Data was collected for this cross-sectional study in a standardized format according to predetermined criteria. Of the 52,273 adult patients, 35.5%, 27.9%, 25.6% and 11% patients came from South, North, West and East zones respectively.
The mean age was 50.1 ± 14.6 years, with M:F ratio of 70:30. Patients from North Zone were younger and those from the East Zone older. Diabetic nephropathy was the commonest cause (31%), followed by CKD of undetermined etiology (16%), chronic glomerulonephritis (14%) and hypertensive nephrosclerosis (13%). About 48% cases presented in Stage V; they were younger than those in Stages III-IV. Diabetic nephropathy patients were older, more likely to present in earlier stages of CKD and had a higher frequency of males; whereas those with CKD of unexplained etiology were younger, had more females and more frequently presented in Stage V. Patients in lower income groups had more advanced CKD at presentation. Patients presenting to public sector hospitals were poorer, younger, and more frequently had CKD of unknown etiology.
This report confirms the emergence of diabetic nephropathy as the pre-eminent cause in India. Patients with CKD of unknown etiology are younger, poorer and more likely to present with advanced CKD. There were some geographic variations.
The overall magnitude and pattern of chronic kidney disease (CKD) in India has been studied sporadically [1–5]. There are no national or regional reports on incidence or prevalence of either CKD or end-stage renal disease (ESRD). In a population based survey of approximately 570,000 individuals in the Central Indian city of Bhopal, the crude and age-adjusted ESRD incidence rates were determined at 151 and 232 pmp, respectively [6, 7]. Studies on prevalence of CKD suffer from the use of divergent methodologies. In a survey of about 4,000 healthy adults, the prevalence of microalbuminuria and reduced glomerular filtration rate was 10% and 13% respectively . In another study , 2.5% of 5300 subjects had dipstick positive proteinuria and 4.8% had GFR < 60 ml/min. Agarwal et al  found low GFR (defined as serum creatinine > 1.8 mg/dl) in 0.8% of 4972 subjects surveyed in Delhi. These data stand in contrast to data from the developed world, where large population-based surveys such as the NHANES have shown the prevalence of CKD to be about 12-20% [11–13].
The contribution of kidney diseases to death in India is not known. Deaths are registered as a part of medical certification of cause of death in urban hospitals and survey of cause of death in the rural areas. The latter was merged with the Sample Registration System in 1999 . Validated nationally representative estimates of cause specific mortality, however, are not available . According to the current system, reports are sent by designated officials (lay reporters and medical attendants in rural and urban areas respectively) to the Vital Statistics Division of the State Department of Health for onwards transmission to the Registrar General of India. Performance analysis studies have pointed out several flaws, e.g. poor coverage, high incidence of unclassifiable deaths, long delays and lack of systematic screening . About 80% of all deaths occur at home; the underlying cause of the terminal illness is often not known. The listed underlying cause of a death from disease is inaccurate, misclassified or missing for about 50% of deaths . Verbal autopsy studies conducted by trained personnel significantly reduced the proportion of deaths due to unclassifiable causes [17, 18]. In a nation-wide verbal autopsy study conducted by the Indian Council of Medical Research in 24 districts across 5 states, about 14000 deaths were screened. Noncommunicable diseases were found to account for 42% of all deaths; genitourinary diseases were listed as the cause in 4.9% of deaths .

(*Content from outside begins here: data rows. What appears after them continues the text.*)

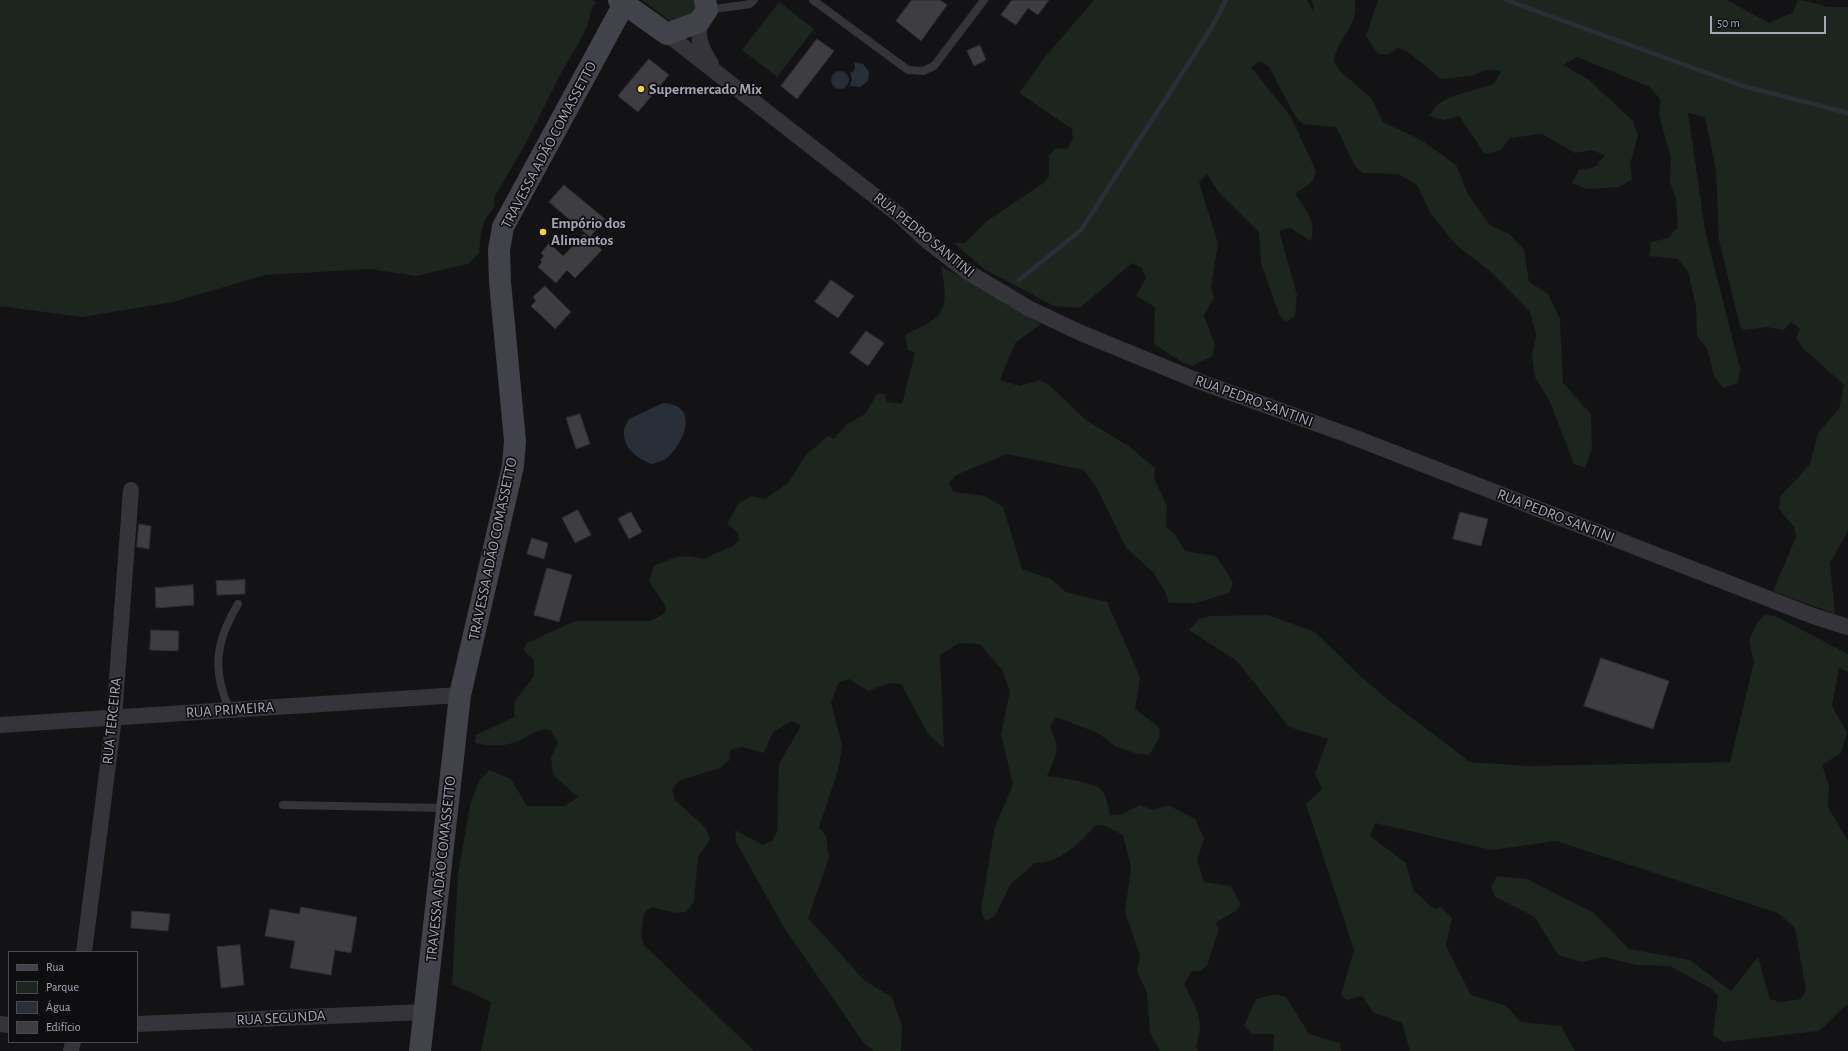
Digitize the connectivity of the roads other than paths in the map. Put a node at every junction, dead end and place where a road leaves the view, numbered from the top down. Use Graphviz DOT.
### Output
graph roads {
  1 [pos="754,0"];
  2 [pos="813,0"];
  3 [pos="984,0"];
  4 [pos="621,2"];
  5 [pos="704,11"];
  6 [pos="667,34"];
  7 [pos="716,72"];
  8 [pos="131,490"];
  9 [pos="238,604"];
  10 [pos="1848,627"];
  11 [pos="460,695"];
  12 [pos="230,710"];
  13 [pos="114,718"];
  14 [pos="0,725"];
  15 [pos="283,806"];
  16 [pos="448,808"];
  17 [pos="84,951"];
  18 [pos="425,1012"];
  19 [pos="138,1024"];
  20 [pos="420,1051"];
  1 -- 5 [label="lane"];
  2 -- 3 [label="lane"];
  4 -- 6 [label="street"];
  4 -- 11 [label="street, TRAVESSA ADÃO COMASSETTO"];
  5 -- 6 [label="street"];
  5 -- 7 [label="street, RUA PEDRO SANTINI"];
  6 -- 7 [label="street, RUA PEDRO SANTINI"];
  7 -- 10 [label="street, RUA PEDRO SANTINI"];
  8 -- 13 [label="street, RUA TERCEIRA"];
  9 -- 12 [label="lane"];
  11 -- 12 [label="street, RUA PRIMEIRA"];
  11 -- 16 [label="street, TRAVESSA ADÃO COMASSETTO"];
  12 -- 13 [label="street, RUA PRIMEIRA"];
  13 -- 14 [label="street, RUA PRIMEIRA"];
  13 -- 17 [label="street, RUA TERCEIRA"];
  15 -- 16 [label="lane"];
  16 -- 18 [label="street, TRAVESSA ADÃO COMASSETTO"];
  18 -- 19 [label="street, RUA SEGUNDA"];
  18 -- 20 [label="street, TRAVESSA ADÃO COMASSETTO"];
}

Broad-based systematic effort has not been made to collect clinical or epidemiologic data of the CKD population. In a country with over 1.2 billion people, a number of ethnicities, widely divergent socio-economic strata, rural-urban divide, different food habits and varying pattern of infections, the spectrum of CKD may not be uniform in terms of etiologies, patient demographics and clinical presentation. Lack of access to healthcare services, especially in the rural areas prevents diagnosis of CKD.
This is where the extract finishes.